*WHAT IS NEEDED*
Leave the pictures aside and copy all the data exactly.

Stored entries:
● ● ● ●
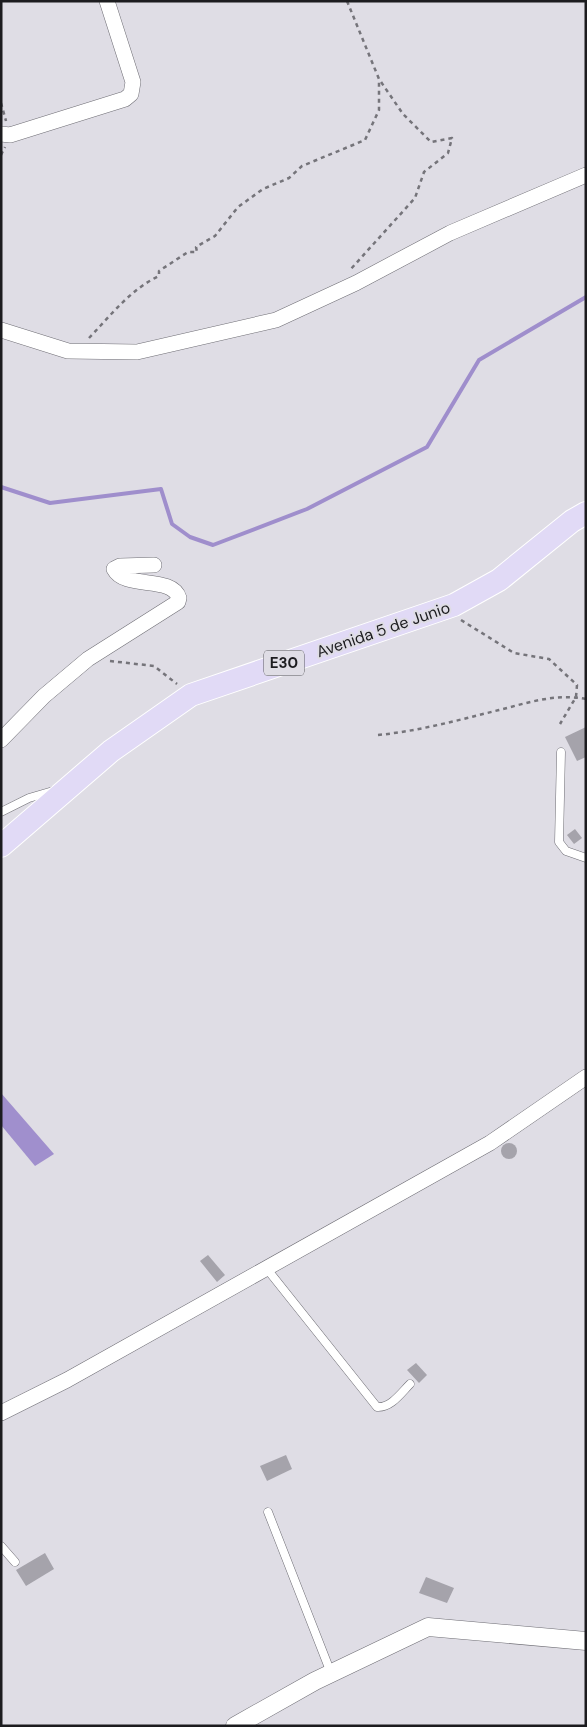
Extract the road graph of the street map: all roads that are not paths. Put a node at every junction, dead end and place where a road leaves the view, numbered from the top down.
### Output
1 (107, 1) edge
2 (1, 134) edge
3 (586, 175) edge
4 (1, 330) edge
5 (586, 513) edge
6 (154, 566) dead end
7 (1, 740) edge
8 (561, 752) dead end
9 (69, 786) junction
10 (1, 812) edge
11 (1, 846) edge
12 (586, 858) edge
13 (586, 1077) edge
14 (267, 1269) junction
15 (410, 1384) dead end
16 (1, 1413) edge
17 (268, 1512) dead end
18 (1, 1546) edge
19 (14, 1562) dead end
20 (586, 1641) edge
21 (331, 1673) junction
22 (235, 1726) edge

1 - 2 street
3 - 4 street
5 - 9 main road, Avenida 5 de Junio / E30
6 - 7 street
8 - 12 lane
9 - 10 lane
9 - 11 main road, Avenida 5 de Junio / E30
13 - 14 street
14 - 15 lane
14 - 16 street
17 - 21 lane
18 - 19 lane
20 - 21 street
21 - 22 street

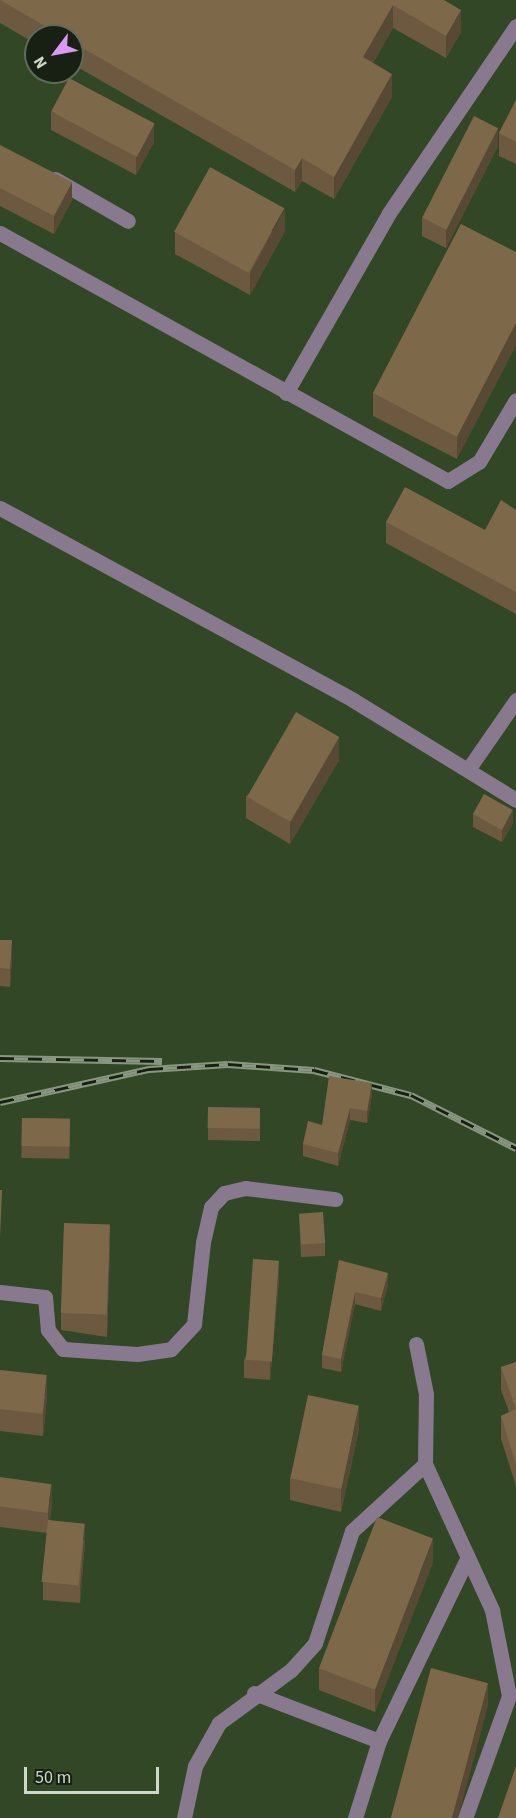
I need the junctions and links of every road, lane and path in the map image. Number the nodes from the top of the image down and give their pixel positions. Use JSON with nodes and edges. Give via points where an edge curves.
● ● ● ●
*FINISHED EXERCISE*
Extract the road graph of the street map: all roads that are not paths. Put a node at every junction, dead end and place where a road leaves the view, numbered from the top down.
### Output
1 (107, 1) edge
2 (1, 134) edge
3 (586, 175) edge
4 (1, 330) edge
5 (586, 513) edge
6 (154, 566) dead end
7 (1, 740) edge
8 (561, 752) dead end
9 (69, 786) junction
10 (1, 812) edge
11 (1, 846) edge
12 (586, 858) edge
13 (586, 1077) edge
14 (267, 1269) junction
15 (410, 1384) dead end
16 (1, 1413) edge
17 (268, 1512) dead end
18 (1, 1546) edge
19 (14, 1562) dead end
20 (586, 1641) edge
21 (331, 1673) junction
22 (235, 1726) edge

1 - 2 street
3 - 4 street
5 - 9 main road, Avenida 5 de Junio / E30
6 - 7 street
8 - 12 lane
9 - 10 lane
9 - 11 main road, Avenida 5 de Junio / E30
13 - 14 street
14 - 15 lane
14 - 16 street
17 - 21 lane
18 - 19 lane
20 - 21 street
21 - 22 street

I need the junctions and links of every road, lane and path in the map image. Number the nodes from the top of the image down and give their pixel positions. Use JSON with nodes and edges. Give via points where an edge curves.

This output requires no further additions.